Pull-out simulations on interfacial properties of carbon nanotube-reinforced polymer nanocomposites

A series of pull-out simulations of carbon nanotube (CNT) has been carried out to investigate the interfacial properties between CNT and polymer matrix for two-phase CNT/polymer nanocomposites with only consideration of van der Waals (vdW) interaction. The effects of nanotube length, diameter, and wall number on the pull-out processes are studied for the first time, which indicates that the pull-out force related to interfacial properties is independent of nanotube length, but is proportional to nanotube diameter. Instead of the conventional constant assumption with uniform distribution, the corresponding interfacial shear stress is found to be distributed at each end of the embedded CNT within the range of 1 nm, which is very close to the cut-off distance of vdW interaction. These characteristics for the interfacial properties between CNT and polymer matrix are surprisingly coincident with those among nested wall in a multi-walled carbon nanotube (MWCNT).
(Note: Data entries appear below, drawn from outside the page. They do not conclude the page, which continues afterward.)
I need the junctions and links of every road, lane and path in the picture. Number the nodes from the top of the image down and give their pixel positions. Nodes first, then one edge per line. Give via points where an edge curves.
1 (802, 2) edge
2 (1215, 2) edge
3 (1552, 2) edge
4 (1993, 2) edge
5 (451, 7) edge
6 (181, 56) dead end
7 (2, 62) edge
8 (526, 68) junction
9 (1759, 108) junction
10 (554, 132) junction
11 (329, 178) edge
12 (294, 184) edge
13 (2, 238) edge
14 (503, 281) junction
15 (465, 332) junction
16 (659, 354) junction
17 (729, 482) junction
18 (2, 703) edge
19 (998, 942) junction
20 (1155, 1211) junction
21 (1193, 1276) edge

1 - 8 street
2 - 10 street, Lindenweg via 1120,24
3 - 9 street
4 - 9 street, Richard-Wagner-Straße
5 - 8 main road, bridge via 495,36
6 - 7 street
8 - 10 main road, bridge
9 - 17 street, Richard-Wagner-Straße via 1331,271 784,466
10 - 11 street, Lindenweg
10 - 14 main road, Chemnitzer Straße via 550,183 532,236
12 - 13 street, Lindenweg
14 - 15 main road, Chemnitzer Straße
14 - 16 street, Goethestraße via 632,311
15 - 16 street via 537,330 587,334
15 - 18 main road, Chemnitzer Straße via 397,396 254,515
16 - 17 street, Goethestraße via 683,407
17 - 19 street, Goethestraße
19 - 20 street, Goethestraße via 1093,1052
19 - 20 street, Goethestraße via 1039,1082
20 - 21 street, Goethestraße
Moreover, the saturated surface energy density in CNT/polymer nanocomposites is very close to the previous reports, which indicates the effectiveness of the present simulation.

Research highlights
► To investigate the interfacial properties of CNT-reinforced nanocomposites, a series of pull-out simulations of CNT from polyethylene matrix are carried out based on molecular mechanics.
► The corresponding potential energy increment is found for the first time to be independent of nanotube length, but proportional to nanotube diameter, which is surprisingly similar with that in the sliding behavior among nested walls in a MWCNT.
► On this basis, a set of formula is proposed to predict the pull-out force, interfacial shear stress and surface energy density.